Find the lines of the data below that include "Vicente". Report their number only.

---------- Record excerpts ----------

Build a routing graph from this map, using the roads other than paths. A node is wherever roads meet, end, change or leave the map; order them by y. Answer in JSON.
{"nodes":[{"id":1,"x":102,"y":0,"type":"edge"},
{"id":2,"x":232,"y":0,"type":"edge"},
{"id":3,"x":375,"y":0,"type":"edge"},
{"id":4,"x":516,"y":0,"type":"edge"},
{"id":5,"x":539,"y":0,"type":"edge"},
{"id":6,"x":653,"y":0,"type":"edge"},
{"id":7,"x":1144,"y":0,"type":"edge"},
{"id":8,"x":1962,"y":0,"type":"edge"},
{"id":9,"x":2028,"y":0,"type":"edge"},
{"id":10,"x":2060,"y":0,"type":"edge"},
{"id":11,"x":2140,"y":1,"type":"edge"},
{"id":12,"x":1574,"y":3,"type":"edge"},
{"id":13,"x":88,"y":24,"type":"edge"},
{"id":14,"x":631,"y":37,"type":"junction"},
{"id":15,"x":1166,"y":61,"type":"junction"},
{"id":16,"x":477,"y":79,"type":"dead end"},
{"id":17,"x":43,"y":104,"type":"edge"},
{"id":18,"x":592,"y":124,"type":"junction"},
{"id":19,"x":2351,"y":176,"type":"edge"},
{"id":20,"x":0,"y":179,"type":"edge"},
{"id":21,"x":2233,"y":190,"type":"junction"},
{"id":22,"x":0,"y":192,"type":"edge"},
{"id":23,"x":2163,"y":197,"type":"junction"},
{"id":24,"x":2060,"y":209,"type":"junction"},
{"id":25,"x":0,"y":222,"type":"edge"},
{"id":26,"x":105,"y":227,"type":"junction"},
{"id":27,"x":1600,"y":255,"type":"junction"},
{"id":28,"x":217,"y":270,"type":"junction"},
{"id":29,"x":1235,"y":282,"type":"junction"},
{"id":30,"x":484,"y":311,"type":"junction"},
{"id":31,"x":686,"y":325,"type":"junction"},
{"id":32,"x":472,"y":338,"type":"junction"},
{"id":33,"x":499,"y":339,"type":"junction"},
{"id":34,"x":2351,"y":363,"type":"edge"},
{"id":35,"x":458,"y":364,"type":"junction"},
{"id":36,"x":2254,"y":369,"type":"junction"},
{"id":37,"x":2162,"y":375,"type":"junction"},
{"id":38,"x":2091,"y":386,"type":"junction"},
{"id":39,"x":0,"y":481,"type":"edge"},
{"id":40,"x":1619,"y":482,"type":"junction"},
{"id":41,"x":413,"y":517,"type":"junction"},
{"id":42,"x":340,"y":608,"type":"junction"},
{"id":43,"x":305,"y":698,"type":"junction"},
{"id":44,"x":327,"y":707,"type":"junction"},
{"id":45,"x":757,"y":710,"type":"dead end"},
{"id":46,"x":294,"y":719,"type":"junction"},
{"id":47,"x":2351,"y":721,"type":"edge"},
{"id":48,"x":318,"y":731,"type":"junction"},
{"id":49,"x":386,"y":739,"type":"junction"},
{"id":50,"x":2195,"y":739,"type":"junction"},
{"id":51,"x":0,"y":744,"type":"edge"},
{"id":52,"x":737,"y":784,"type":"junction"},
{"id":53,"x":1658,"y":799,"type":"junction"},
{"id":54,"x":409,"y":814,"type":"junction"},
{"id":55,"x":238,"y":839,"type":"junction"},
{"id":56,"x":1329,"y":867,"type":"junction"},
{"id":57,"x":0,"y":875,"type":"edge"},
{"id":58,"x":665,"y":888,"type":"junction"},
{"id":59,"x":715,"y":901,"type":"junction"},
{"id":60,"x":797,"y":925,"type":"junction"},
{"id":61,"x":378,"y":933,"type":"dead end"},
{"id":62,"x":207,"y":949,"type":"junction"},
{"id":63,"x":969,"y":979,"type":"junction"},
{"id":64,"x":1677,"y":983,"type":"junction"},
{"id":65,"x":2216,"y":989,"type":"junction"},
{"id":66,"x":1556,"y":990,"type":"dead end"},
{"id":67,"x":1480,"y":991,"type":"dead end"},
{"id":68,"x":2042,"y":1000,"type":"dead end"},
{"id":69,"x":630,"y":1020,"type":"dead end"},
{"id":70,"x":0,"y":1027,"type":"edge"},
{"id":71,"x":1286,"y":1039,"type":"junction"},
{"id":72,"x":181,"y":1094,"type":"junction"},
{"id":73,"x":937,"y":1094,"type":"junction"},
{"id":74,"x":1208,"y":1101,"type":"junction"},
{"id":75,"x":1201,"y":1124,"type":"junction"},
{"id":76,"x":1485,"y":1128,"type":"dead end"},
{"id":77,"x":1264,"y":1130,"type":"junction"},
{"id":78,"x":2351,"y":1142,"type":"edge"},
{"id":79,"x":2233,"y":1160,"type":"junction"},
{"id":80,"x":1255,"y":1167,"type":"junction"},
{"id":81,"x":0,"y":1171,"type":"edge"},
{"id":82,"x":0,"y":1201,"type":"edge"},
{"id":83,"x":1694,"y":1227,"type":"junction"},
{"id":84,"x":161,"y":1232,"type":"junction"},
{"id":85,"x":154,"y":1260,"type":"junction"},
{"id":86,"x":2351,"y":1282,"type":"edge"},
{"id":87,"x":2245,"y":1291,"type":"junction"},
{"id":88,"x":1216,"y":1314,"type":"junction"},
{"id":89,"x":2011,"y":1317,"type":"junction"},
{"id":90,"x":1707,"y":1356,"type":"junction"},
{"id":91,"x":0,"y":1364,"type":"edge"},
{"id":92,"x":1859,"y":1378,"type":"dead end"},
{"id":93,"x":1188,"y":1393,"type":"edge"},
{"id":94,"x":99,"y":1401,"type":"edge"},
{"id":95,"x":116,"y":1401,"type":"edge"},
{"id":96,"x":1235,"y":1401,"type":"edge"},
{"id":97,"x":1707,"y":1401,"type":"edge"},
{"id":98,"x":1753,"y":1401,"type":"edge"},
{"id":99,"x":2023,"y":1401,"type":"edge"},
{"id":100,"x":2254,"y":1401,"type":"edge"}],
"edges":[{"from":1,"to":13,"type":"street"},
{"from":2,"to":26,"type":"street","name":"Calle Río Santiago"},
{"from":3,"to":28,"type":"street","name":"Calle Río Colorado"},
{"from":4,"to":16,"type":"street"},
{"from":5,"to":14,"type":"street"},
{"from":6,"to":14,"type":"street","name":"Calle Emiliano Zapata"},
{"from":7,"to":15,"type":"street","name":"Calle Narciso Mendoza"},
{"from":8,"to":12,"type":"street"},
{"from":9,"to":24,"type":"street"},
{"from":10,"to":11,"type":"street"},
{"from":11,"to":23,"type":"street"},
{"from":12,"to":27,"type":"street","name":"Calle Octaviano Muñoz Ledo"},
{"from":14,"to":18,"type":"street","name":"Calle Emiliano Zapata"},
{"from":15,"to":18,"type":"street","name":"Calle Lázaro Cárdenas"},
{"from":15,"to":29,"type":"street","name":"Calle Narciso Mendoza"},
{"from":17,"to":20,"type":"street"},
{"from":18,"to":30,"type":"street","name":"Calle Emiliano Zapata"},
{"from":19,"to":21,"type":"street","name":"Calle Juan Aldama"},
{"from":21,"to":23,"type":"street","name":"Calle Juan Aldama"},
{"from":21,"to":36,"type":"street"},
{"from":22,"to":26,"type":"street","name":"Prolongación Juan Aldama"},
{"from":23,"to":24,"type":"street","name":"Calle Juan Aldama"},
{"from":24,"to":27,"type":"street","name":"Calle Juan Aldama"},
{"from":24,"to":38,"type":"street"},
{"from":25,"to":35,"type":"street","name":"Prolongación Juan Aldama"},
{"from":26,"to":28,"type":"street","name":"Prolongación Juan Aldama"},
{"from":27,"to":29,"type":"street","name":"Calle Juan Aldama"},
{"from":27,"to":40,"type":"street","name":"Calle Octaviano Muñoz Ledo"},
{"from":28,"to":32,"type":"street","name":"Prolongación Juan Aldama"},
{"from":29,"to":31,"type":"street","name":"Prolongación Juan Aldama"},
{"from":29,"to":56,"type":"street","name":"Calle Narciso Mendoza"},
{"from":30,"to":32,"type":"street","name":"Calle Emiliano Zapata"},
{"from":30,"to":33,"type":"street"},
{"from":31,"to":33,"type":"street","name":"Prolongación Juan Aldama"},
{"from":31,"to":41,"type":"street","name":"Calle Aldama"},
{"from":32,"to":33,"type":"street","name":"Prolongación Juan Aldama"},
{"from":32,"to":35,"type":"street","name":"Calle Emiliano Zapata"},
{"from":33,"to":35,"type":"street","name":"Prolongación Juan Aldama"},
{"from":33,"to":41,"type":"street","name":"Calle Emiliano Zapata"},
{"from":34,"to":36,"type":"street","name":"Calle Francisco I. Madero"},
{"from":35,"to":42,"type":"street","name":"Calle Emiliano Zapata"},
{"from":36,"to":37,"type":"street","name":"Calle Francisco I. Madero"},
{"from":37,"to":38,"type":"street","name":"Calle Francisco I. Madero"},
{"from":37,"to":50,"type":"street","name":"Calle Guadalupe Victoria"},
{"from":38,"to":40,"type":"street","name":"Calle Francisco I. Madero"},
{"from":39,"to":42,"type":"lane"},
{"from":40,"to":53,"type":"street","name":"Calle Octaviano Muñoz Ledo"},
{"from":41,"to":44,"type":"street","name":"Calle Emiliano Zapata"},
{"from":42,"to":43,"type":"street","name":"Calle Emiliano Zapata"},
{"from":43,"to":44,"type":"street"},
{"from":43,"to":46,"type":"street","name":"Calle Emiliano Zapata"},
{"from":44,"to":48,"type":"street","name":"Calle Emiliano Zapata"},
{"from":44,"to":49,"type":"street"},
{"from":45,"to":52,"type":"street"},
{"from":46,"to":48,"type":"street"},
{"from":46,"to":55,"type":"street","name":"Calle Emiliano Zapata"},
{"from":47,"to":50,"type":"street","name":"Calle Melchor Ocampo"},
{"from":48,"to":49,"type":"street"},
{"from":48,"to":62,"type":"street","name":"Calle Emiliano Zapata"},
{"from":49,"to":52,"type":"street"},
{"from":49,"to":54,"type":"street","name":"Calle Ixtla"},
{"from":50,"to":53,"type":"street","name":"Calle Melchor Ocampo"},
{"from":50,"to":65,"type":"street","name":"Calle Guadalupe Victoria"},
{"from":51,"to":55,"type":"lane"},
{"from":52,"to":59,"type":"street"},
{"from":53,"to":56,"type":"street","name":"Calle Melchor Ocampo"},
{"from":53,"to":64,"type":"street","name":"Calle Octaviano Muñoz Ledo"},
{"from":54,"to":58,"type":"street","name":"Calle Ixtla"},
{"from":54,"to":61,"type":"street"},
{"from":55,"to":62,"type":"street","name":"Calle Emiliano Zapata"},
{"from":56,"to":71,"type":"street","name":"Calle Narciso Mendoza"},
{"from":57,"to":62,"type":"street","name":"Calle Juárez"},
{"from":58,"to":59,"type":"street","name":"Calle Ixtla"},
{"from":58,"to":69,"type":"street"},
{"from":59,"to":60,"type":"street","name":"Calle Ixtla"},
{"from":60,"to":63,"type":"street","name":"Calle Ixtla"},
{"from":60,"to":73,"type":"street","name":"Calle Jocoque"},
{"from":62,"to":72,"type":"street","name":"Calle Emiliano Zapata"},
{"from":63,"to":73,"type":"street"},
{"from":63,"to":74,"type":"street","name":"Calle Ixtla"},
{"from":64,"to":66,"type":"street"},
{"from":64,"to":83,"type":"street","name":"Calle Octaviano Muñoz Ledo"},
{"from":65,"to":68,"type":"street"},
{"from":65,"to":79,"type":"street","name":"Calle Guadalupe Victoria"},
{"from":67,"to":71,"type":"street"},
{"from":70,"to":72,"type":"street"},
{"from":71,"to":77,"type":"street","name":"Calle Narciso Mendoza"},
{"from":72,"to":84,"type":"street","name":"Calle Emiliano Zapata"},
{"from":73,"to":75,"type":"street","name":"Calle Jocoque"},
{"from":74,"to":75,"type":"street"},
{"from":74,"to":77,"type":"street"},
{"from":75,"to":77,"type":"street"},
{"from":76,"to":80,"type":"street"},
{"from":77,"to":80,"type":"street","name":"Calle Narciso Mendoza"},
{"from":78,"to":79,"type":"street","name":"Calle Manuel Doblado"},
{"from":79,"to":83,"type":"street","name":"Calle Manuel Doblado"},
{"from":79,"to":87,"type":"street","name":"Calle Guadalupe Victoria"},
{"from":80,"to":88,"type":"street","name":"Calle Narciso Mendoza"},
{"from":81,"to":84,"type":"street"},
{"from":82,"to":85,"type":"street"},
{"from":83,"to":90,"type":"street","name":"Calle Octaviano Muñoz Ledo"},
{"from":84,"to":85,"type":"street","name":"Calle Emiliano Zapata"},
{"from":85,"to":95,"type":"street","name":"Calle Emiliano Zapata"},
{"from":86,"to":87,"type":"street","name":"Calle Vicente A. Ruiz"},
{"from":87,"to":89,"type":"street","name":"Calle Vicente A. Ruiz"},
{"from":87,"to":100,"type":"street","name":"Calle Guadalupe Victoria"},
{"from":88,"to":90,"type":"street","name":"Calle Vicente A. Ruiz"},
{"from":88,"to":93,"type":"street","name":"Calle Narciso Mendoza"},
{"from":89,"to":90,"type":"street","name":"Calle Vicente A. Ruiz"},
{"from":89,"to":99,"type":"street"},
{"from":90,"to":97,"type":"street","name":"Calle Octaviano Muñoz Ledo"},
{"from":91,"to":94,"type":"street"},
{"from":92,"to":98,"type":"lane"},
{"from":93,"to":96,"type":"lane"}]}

----------

*Result for this exercise*:
4